*** Opening AVAILABLE DATA ***

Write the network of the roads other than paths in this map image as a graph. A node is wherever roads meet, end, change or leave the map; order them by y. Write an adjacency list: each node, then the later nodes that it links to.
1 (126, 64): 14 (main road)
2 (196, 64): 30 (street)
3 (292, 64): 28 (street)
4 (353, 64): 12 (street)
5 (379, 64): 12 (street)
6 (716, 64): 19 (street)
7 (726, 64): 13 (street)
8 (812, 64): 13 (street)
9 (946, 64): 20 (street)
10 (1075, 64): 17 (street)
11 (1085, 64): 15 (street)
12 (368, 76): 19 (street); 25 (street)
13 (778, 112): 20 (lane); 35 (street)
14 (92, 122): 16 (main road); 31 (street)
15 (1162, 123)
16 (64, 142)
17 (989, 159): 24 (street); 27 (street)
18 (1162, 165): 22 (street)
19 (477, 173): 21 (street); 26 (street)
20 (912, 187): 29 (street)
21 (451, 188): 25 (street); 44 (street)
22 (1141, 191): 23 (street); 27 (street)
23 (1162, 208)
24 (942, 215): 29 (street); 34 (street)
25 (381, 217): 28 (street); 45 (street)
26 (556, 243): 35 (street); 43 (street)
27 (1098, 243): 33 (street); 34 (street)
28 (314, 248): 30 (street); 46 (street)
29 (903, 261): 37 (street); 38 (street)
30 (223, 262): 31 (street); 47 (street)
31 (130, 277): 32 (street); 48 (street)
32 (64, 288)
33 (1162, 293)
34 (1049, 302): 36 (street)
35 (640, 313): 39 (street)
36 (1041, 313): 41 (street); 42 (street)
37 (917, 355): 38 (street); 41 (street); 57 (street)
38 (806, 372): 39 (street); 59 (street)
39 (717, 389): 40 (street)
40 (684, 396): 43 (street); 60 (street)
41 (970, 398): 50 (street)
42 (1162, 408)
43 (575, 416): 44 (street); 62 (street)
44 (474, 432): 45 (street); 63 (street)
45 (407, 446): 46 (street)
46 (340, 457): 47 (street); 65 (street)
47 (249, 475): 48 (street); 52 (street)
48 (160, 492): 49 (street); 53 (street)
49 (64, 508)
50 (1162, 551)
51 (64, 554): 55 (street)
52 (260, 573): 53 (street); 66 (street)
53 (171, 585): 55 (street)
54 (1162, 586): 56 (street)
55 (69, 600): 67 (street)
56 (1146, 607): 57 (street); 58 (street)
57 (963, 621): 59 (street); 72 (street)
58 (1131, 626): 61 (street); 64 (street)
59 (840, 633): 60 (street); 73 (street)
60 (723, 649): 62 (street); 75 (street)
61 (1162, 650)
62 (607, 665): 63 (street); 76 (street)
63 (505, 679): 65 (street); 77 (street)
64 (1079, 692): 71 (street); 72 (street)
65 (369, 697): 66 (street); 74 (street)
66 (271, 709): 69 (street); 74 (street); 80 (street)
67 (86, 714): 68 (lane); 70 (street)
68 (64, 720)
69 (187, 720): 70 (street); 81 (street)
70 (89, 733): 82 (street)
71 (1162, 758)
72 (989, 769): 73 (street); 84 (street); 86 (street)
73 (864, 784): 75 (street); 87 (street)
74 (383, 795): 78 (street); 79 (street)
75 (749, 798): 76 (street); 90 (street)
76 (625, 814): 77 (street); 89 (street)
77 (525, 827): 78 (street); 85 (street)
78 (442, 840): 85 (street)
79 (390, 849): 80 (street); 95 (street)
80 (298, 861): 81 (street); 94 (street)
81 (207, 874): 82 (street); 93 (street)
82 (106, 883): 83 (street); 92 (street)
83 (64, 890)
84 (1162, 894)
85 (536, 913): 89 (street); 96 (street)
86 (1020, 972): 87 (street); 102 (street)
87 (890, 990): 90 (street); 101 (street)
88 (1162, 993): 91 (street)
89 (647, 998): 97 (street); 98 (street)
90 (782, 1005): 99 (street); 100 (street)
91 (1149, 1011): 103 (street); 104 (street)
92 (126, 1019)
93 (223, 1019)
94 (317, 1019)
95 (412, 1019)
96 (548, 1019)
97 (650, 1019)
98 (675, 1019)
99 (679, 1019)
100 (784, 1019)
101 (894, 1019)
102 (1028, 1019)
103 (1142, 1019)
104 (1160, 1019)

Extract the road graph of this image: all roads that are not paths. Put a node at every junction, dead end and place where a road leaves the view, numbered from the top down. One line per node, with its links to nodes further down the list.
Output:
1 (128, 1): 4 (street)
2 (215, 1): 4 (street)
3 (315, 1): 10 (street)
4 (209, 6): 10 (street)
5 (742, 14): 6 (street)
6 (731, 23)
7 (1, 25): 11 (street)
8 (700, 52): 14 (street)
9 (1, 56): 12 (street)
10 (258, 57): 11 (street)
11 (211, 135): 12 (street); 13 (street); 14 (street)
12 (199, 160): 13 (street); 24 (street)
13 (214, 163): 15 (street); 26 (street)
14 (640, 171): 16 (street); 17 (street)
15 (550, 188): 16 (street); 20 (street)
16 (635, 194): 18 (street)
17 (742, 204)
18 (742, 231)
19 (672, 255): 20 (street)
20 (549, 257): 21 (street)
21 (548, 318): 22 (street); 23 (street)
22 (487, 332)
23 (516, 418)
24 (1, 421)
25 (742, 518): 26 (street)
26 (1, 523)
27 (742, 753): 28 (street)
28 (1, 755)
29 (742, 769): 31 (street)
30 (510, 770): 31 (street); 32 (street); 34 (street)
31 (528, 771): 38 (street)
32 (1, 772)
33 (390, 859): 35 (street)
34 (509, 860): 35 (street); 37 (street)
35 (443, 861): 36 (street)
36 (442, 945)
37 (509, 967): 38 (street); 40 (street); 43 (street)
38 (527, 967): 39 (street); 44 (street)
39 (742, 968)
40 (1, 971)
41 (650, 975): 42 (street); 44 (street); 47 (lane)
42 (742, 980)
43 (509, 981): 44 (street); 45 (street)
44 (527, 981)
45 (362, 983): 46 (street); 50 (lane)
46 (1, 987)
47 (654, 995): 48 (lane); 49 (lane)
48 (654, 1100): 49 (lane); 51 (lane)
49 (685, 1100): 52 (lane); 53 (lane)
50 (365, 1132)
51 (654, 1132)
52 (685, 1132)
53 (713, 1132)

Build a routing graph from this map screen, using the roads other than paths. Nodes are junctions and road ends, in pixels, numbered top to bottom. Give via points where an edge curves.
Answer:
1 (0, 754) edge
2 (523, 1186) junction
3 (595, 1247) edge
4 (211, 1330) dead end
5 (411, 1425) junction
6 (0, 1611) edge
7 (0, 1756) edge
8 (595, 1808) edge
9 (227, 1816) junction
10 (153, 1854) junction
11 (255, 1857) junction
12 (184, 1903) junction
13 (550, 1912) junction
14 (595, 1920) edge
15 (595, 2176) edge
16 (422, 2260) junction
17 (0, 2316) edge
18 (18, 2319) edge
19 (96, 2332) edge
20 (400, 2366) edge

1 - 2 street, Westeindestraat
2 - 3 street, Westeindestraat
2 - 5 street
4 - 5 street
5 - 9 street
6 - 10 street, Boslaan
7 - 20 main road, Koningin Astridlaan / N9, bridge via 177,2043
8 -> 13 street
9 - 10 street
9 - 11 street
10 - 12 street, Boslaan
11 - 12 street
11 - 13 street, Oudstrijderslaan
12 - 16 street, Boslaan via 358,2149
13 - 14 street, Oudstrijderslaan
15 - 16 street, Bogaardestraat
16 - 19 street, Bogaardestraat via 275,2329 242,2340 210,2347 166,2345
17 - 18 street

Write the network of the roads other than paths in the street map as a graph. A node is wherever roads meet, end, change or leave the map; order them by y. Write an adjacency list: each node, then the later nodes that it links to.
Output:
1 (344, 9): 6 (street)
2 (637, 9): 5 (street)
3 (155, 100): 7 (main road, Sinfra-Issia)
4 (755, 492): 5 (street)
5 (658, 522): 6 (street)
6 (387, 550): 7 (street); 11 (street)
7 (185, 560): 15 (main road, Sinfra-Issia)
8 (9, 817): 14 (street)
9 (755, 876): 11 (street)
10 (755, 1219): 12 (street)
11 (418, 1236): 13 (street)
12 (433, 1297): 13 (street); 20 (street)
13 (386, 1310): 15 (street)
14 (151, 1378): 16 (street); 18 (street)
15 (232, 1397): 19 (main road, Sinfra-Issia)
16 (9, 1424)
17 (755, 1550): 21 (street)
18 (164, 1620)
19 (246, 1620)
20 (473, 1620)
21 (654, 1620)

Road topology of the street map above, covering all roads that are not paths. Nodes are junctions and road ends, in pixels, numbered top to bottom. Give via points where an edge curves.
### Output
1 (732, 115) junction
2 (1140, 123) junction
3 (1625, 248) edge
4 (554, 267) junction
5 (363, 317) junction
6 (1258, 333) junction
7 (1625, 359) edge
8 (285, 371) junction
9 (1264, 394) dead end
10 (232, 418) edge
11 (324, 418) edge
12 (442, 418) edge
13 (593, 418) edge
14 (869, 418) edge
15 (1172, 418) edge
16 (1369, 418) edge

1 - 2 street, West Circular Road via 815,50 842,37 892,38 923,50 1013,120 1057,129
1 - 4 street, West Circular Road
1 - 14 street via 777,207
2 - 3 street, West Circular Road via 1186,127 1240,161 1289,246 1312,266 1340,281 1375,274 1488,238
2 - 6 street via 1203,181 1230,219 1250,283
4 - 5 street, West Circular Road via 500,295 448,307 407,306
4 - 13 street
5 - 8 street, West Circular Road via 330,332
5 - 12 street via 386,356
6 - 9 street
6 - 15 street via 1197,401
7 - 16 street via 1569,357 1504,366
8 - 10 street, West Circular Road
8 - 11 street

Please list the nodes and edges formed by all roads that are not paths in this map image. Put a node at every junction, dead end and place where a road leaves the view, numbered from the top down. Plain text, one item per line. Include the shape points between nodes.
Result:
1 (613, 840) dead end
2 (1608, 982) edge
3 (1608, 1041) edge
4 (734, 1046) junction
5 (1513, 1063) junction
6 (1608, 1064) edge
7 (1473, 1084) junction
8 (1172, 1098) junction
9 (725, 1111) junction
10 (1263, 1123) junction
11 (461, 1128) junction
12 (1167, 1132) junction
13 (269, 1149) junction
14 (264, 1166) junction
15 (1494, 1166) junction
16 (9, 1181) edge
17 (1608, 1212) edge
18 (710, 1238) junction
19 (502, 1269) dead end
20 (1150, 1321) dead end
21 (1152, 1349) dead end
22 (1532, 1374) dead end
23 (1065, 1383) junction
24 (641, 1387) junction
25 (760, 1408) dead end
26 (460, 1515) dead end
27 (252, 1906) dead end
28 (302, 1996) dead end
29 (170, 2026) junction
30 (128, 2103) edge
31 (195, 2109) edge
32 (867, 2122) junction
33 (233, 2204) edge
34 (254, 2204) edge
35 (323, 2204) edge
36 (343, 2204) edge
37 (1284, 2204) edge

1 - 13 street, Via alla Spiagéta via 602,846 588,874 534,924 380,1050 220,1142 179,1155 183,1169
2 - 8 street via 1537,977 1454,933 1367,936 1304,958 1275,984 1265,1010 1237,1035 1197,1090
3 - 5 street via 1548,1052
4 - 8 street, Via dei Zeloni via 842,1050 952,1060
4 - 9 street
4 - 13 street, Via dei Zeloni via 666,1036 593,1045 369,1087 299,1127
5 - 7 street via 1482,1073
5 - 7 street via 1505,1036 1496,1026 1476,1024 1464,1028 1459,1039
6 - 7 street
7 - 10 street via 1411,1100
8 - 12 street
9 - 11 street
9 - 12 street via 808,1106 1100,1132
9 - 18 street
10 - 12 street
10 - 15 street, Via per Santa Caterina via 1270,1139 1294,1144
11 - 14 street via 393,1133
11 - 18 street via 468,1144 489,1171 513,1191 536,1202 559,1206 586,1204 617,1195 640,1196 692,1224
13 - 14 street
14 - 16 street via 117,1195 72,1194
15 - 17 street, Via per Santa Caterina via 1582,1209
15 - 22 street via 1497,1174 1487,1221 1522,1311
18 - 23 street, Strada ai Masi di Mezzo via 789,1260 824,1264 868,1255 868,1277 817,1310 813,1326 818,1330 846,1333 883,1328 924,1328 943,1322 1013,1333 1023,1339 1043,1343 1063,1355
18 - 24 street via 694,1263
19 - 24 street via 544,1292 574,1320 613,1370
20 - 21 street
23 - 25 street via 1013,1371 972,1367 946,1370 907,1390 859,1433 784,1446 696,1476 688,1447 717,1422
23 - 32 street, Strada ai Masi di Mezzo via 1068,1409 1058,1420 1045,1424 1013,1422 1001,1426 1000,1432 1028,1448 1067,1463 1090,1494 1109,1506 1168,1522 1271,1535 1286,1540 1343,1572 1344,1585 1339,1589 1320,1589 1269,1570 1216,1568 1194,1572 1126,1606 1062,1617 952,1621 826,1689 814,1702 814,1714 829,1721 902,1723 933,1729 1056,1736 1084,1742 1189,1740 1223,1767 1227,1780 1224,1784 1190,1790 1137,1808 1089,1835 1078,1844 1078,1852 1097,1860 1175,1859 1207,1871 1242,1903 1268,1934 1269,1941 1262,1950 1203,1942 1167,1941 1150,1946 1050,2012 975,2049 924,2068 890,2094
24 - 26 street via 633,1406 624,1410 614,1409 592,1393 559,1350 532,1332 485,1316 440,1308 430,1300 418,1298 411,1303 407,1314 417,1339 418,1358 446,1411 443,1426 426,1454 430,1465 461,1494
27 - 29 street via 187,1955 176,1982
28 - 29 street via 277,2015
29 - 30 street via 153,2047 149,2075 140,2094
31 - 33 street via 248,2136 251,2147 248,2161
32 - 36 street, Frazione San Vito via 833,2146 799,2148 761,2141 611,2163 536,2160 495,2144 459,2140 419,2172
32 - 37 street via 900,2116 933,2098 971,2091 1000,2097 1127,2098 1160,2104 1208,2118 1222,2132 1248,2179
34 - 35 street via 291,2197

*** Closing AVAILABLE DATA ***

TASK TO CARRY OUT: Copy the lines that hold the word "curves". Take them from the records above.

REPLY TO THE EXERCISE:
Build a routing graph from this map screen, using the roads other than paths. Nodes are junctions and road ends, in pixels, numbered top to bottom. Give via points where an edge curves.
Road topology of the street map above, covering all roads that are not paths. Nodes are junctions and road ends, in pixels, numbered top to bottom. Give via points where an edge curves.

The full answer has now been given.